→ **What the exercise asks**: What lines in the records include the string "Avenue"? Return each one.
════════
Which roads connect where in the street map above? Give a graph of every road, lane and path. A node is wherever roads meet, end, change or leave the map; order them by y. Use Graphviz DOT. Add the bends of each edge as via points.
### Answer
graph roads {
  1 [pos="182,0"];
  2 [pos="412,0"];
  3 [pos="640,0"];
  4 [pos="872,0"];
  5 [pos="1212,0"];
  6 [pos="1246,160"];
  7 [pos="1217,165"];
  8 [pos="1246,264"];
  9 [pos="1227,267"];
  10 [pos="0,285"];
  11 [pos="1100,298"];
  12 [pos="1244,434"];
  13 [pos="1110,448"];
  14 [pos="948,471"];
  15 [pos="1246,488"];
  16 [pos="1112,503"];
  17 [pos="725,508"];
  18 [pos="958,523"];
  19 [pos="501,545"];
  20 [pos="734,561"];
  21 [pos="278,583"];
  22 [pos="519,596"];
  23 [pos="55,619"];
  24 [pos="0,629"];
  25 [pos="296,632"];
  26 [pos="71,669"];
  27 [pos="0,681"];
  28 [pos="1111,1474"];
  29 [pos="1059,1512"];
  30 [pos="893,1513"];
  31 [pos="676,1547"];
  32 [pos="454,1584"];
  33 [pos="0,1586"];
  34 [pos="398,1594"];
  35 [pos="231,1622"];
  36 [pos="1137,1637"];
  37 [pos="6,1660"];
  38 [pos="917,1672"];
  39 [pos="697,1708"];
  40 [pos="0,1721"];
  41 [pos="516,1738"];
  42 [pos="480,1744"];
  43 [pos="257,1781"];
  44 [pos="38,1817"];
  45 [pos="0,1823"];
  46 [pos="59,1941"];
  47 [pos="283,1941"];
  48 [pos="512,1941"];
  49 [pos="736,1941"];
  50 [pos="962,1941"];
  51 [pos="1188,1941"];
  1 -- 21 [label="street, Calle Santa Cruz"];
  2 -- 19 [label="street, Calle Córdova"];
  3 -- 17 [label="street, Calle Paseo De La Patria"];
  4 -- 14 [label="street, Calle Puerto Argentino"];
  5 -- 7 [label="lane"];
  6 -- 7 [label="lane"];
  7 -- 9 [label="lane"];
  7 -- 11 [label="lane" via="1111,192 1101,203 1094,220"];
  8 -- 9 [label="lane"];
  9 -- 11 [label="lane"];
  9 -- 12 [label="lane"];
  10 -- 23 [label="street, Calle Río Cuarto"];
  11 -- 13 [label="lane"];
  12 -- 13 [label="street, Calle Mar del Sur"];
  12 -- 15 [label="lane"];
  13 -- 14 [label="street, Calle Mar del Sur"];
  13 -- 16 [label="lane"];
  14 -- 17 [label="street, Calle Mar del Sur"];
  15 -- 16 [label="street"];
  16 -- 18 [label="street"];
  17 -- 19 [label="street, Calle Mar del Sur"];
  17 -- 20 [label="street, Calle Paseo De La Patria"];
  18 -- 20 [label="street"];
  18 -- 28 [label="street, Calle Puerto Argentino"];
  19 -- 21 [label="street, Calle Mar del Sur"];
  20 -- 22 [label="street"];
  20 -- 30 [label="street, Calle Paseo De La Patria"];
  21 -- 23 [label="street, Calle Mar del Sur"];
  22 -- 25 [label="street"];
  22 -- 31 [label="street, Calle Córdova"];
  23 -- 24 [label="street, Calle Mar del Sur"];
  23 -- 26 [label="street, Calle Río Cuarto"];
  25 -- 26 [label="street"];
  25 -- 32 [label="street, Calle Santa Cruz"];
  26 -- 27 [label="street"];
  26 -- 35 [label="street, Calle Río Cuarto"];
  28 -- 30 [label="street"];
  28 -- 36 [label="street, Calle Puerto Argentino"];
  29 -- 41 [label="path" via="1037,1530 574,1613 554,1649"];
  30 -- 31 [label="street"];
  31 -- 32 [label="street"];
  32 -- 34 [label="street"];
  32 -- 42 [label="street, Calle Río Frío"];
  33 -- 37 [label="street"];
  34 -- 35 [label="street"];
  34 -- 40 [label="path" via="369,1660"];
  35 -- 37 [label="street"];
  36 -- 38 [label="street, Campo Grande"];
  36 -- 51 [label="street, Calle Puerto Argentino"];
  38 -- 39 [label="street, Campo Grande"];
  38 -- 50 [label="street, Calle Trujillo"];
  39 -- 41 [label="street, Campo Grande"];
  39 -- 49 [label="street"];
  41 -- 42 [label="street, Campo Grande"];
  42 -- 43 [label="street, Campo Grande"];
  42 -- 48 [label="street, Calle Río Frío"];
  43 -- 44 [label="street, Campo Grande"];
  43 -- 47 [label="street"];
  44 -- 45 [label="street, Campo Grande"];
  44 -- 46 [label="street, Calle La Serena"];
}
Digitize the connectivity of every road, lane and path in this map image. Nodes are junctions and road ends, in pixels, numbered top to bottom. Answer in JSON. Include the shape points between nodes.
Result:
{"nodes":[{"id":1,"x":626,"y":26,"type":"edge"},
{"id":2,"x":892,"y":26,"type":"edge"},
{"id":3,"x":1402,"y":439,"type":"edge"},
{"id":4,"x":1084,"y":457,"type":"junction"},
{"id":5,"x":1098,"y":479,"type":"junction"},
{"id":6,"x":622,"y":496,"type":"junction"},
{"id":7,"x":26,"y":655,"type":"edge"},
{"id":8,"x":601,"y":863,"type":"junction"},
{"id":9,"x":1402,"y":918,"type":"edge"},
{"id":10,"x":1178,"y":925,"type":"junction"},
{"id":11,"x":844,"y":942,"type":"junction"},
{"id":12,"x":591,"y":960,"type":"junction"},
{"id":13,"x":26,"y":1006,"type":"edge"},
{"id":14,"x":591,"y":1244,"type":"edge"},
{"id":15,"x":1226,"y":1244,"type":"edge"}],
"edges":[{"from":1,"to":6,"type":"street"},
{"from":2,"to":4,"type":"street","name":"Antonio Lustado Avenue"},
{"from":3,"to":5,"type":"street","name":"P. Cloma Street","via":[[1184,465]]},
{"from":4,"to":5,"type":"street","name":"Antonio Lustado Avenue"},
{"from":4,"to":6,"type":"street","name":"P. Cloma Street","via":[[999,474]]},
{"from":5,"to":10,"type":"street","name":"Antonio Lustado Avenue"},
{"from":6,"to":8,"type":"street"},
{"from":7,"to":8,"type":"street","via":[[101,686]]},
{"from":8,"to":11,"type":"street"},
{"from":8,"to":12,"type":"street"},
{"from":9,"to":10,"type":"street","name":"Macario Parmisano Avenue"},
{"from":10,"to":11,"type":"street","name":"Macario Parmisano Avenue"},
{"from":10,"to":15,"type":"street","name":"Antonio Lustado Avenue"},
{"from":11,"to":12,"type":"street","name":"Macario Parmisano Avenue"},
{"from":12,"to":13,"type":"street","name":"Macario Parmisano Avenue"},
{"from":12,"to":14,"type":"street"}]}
════════
→ **Worked solution**:
{"from":2,"to":4,"type":"street","name":"Antonio Lustado Avenue"},
{"from":4,"to":5,"type":"street","name":"Antonio Lustado Avenue"},
{"from":5,"to":10,"type":"street","name":"Antonio Lustado Avenue"},
{"from":9,"to":10,"type":"street","name":"Macario Parmisano Avenue"},
{"from":10,"to":11,"type":"street","name":"Macario Parmisano Avenue"},
{"from":10,"to":15,"type":"street","name":"Antonio Lustado Avenue"},
{"from":11,"to":12,"type":"street","name":"Macario Parmisano Avenue"},
{"from":12,"to":13,"type":"street","name":"Macario Parmisano Avenue"},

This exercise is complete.